WHAT TO DO: Among the records, which lines include "SCHIRRHEIN"? List them.

[Data items]

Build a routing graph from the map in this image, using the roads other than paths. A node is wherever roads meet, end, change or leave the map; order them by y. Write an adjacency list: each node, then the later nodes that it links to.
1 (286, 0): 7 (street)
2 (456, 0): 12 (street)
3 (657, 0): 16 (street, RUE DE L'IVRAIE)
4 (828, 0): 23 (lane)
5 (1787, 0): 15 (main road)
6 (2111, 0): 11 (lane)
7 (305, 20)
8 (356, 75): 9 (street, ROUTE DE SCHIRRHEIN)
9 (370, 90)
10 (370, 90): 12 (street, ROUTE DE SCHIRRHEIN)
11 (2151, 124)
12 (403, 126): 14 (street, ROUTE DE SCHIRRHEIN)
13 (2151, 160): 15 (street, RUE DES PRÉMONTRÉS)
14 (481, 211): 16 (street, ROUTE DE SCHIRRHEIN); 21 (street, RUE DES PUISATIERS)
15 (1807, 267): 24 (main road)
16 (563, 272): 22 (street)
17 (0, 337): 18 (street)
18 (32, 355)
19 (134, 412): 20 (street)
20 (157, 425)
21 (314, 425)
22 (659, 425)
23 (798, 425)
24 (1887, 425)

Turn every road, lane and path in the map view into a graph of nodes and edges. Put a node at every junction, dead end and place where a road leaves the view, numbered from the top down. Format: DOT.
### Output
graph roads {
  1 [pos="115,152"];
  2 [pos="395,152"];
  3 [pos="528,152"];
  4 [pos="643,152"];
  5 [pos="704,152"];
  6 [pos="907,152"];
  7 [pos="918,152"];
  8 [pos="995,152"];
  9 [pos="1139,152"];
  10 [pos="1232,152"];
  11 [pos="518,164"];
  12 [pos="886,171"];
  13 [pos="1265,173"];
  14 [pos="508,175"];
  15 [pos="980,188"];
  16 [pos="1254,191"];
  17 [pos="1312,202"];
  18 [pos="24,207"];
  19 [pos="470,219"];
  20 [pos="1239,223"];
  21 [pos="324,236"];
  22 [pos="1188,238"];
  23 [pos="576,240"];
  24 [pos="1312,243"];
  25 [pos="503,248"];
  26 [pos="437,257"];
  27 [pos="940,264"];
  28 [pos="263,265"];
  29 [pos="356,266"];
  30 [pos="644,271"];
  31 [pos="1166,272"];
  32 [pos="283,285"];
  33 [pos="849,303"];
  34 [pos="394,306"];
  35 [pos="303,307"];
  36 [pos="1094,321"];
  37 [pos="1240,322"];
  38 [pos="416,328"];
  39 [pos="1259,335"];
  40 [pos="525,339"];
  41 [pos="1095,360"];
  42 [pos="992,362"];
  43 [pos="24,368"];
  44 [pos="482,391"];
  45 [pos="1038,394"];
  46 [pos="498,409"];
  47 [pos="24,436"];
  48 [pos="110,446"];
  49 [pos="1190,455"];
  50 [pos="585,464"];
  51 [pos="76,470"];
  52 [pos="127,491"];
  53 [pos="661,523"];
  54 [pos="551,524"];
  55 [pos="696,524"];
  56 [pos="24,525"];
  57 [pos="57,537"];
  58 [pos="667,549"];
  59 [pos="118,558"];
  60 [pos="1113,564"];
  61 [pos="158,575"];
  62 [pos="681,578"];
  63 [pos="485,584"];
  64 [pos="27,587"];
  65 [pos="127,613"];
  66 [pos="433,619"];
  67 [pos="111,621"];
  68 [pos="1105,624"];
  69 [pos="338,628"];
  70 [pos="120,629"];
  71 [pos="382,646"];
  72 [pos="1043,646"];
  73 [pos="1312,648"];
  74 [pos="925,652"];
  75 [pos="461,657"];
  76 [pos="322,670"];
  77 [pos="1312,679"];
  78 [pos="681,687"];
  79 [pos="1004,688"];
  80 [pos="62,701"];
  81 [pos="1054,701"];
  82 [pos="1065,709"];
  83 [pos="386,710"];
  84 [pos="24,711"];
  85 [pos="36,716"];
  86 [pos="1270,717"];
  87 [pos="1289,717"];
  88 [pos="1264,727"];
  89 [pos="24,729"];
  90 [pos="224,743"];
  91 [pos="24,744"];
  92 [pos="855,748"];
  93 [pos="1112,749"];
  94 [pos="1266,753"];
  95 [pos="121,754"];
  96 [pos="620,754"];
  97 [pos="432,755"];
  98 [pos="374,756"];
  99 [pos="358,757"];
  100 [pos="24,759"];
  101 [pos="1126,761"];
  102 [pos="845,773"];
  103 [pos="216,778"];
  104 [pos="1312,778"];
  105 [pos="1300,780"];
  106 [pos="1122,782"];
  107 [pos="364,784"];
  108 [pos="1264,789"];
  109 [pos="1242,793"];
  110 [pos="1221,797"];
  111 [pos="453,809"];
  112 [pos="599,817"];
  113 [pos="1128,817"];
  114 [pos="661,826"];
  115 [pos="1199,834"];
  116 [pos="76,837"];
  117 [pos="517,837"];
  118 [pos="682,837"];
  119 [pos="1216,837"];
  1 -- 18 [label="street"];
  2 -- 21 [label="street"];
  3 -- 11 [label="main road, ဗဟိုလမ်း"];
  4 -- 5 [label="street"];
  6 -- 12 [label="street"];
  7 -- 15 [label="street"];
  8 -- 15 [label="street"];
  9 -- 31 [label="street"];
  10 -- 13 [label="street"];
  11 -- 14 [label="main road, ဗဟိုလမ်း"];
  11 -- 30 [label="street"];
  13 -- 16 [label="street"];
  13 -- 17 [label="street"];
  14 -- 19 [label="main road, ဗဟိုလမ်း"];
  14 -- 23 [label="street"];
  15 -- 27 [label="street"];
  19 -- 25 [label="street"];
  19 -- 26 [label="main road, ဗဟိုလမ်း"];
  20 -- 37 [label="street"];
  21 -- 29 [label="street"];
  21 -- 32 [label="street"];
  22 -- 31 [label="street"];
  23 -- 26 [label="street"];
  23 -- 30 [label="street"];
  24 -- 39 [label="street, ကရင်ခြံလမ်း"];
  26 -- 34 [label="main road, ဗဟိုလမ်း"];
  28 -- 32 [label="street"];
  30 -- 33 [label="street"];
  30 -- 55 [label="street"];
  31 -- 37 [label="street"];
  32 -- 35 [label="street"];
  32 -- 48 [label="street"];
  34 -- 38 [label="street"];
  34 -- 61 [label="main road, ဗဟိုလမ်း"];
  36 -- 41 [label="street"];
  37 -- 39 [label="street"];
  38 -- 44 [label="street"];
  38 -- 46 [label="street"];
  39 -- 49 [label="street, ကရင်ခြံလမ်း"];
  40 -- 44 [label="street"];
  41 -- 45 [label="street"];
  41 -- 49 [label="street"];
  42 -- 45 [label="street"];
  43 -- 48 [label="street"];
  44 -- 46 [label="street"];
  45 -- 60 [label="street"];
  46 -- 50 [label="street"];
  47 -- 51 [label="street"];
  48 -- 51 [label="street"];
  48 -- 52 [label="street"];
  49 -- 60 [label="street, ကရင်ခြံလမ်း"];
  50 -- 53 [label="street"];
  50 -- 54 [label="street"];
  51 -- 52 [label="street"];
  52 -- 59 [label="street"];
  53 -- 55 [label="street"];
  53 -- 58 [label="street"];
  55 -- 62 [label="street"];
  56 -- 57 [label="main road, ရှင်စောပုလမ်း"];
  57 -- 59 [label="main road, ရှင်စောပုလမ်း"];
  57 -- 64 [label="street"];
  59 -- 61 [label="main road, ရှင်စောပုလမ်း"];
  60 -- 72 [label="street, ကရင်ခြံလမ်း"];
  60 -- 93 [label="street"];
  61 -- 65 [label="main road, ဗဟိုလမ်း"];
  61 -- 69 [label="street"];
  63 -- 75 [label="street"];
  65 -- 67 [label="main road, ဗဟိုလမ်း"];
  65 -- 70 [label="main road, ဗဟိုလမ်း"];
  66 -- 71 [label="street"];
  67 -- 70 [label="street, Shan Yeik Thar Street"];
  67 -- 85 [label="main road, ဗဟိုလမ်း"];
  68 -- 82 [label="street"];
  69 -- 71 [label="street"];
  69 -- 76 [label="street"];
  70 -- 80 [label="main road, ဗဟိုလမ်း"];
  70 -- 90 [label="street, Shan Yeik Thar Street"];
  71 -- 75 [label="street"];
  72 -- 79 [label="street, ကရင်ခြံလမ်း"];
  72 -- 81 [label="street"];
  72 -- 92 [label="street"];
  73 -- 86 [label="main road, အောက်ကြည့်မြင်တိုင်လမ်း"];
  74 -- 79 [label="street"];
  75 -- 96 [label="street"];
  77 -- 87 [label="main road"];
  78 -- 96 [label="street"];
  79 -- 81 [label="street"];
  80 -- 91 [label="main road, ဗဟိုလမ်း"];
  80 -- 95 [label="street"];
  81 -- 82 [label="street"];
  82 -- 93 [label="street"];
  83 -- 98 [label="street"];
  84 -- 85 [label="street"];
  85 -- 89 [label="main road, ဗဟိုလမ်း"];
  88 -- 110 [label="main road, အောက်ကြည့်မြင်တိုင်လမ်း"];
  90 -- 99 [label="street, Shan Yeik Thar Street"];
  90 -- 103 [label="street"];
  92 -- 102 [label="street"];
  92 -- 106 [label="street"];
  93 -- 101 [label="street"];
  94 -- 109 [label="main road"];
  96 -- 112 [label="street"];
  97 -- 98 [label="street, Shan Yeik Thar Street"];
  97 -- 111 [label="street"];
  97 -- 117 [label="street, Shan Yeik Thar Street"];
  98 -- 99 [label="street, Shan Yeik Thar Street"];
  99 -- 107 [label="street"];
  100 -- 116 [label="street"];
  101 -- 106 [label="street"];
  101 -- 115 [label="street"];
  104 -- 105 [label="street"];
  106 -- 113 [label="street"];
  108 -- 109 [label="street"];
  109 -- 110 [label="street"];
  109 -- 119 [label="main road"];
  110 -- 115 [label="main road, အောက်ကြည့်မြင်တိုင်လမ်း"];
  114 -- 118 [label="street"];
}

PROBLEM SOLUTION:
8 (356, 75): 9 (street, ROUTE DE SCHIRRHEIN)
10 (370, 90): 12 (street, ROUTE DE SCHIRRHEIN)
12 (403, 126): 14 (street, ROUTE DE SCHIRRHEIN)
14 (481, 211): 16 (street, ROUTE DE SCHIRRHEIN); 21 (street, RUE DES PUISATIERS)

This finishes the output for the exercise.